All About Mortgages

2 min to read

All About Mortgages!

A mortgage is a loan that homebuyers use to pay for a house. A mortgage pays for a percentage of the home, and an initial down payment pays for the remaining amount. If a mortgage is for 80% of the price of a home, then a down payment is 20% of the price of the home. A down payment is cash paid upfront before the loan is closed.

Once the down payment is paid and the loan is closed, a mortgage consists of monthly payments, paid at a given interest rate. Mortgages differ based on the amount put down, the monthly payment, the length of the loan, and whether or not interest payments change over time.

There are four major types of loans: 15 year fixed, 15 year variable (or adjustable rate mortgage), 30 year fixed, and 30 year variable (ARM).

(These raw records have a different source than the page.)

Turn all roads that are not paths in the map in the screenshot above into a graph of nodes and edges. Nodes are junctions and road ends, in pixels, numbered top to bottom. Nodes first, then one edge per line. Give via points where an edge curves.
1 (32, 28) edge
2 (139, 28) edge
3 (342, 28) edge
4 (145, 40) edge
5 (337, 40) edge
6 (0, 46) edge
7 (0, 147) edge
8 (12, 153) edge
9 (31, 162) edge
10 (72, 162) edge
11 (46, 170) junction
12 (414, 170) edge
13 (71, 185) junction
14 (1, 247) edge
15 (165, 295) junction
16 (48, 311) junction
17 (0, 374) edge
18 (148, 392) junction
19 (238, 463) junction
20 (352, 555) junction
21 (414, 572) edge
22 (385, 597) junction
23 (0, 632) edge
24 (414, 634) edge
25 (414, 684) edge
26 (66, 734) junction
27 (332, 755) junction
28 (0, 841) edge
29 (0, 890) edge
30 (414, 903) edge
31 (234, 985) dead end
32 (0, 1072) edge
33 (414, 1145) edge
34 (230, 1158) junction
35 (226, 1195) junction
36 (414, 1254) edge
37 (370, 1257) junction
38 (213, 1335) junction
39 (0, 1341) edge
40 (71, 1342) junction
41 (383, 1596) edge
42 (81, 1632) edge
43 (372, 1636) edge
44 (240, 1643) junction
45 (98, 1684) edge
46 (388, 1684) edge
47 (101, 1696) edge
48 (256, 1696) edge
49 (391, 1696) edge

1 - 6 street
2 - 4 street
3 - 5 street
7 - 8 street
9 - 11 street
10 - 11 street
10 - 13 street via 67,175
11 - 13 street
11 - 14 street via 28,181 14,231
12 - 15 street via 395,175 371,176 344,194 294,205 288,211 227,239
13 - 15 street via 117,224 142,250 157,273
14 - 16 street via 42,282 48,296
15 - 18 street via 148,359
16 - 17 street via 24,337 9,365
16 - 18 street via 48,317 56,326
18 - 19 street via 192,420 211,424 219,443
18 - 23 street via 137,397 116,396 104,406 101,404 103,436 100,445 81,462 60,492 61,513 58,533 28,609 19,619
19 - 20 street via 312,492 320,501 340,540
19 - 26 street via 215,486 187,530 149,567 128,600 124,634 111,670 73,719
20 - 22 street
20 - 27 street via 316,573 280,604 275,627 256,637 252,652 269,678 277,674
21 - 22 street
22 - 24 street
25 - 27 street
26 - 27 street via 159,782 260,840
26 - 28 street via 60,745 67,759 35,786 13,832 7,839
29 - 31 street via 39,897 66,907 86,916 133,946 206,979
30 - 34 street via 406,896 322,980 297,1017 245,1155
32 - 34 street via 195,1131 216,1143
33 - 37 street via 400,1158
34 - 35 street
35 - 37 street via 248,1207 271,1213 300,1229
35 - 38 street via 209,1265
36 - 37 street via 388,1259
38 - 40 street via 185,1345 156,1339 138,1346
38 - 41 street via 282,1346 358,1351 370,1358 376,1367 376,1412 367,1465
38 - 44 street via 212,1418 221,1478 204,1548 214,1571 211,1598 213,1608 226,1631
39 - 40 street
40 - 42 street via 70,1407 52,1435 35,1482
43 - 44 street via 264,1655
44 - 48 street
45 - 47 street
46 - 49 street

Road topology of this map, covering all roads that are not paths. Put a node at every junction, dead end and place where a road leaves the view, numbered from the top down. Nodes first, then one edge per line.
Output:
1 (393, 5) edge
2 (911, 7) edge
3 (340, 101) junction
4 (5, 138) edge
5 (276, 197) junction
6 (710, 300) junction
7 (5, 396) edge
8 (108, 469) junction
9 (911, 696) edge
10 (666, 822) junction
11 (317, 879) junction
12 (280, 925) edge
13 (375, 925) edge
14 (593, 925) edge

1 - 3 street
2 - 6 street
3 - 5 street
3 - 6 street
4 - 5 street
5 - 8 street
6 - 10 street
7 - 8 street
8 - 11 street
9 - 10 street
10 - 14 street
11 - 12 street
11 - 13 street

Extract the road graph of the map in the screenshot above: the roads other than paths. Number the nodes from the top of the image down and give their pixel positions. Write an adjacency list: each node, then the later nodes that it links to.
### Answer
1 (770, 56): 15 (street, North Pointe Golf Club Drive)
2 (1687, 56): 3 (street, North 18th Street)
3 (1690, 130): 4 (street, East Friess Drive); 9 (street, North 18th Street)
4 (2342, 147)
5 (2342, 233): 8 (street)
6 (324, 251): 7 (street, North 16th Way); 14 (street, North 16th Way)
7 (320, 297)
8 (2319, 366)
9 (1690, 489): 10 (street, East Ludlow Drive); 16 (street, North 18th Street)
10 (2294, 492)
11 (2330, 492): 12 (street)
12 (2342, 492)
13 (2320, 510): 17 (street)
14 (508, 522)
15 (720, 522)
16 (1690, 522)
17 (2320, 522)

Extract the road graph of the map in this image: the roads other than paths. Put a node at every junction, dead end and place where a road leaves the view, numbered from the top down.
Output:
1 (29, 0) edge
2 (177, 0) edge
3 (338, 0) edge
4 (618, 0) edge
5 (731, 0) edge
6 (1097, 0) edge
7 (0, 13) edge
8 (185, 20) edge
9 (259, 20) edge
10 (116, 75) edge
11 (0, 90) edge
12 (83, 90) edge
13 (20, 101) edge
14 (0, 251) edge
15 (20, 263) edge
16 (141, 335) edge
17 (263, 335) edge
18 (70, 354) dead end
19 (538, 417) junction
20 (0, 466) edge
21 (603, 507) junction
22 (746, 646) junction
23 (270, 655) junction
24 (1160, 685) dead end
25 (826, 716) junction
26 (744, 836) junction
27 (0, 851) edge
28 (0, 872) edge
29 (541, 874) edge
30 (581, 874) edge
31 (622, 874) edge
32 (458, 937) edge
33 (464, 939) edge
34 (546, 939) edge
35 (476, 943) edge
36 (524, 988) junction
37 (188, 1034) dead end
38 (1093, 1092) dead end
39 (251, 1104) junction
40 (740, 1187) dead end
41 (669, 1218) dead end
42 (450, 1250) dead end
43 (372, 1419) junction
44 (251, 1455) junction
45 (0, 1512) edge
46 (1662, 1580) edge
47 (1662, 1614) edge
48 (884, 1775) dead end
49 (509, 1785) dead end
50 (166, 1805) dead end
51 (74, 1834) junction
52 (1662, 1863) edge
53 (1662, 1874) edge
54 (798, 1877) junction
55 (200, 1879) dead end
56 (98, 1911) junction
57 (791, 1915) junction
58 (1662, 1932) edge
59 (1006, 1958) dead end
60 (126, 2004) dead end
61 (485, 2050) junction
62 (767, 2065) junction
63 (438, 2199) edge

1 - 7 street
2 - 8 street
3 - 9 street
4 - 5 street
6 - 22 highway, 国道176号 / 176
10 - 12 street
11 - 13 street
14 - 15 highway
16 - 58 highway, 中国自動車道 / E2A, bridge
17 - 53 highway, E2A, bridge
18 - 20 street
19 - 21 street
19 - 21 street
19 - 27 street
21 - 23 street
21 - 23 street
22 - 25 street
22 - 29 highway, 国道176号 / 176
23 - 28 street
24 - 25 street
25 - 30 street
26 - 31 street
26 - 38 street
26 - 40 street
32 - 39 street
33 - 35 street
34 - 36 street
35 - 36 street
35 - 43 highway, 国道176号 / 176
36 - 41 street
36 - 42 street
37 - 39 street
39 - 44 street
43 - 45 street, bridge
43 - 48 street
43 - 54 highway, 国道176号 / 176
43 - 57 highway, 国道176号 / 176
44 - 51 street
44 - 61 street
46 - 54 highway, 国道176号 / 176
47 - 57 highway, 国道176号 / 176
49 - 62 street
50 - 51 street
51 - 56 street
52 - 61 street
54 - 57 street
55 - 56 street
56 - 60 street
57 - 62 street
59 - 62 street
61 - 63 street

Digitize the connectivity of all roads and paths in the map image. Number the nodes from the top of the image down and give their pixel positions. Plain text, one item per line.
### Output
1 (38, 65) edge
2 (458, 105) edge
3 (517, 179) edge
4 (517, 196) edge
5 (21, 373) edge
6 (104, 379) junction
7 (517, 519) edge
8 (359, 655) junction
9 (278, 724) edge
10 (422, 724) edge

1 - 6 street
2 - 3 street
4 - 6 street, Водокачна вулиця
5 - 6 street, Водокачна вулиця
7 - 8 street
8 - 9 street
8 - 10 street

The number of years refers to the length of time it will take to pay off the loan, and variable versus fixed refers to whether or not the interest rate will change over the loan term.

A fixed interest rate locks in the amount a borrower has to pay in interest for every payment period. A variable interest rate will change over time. Often times, a variable interest rate will start low but will increase more drastically in the future. As a result, a variable rate is often more attractive in the short run than it is in the long run.   Since a fixed interest rate doesn’t change over time, it is a more stable option, since buyers know what they will be expected to pay over the course of the loan.

Most lenders will require some sort of down payment, whether it is a small or large amount. Keep in mind, however, that many lenders will require a buyer to purchase Private Mortgage Insurance, or PMI, if they are unable to pay 20% of the purchase price of a home as a down payment. Private mortgage insurance protects lenders against a buyer not being able to make their mortgage payments. PMI can be expensive as well, so it is important to keep PMI payments in mind.

When shopping for loans, its important to constantly keep in mind your financial life – how much you have saved, how much you can put down, what you can afford to pay every month, etc. This will help you to find the right loan type from the right lender. Savvy buyers will start shopping for a loan before they want to put an offer in on a house.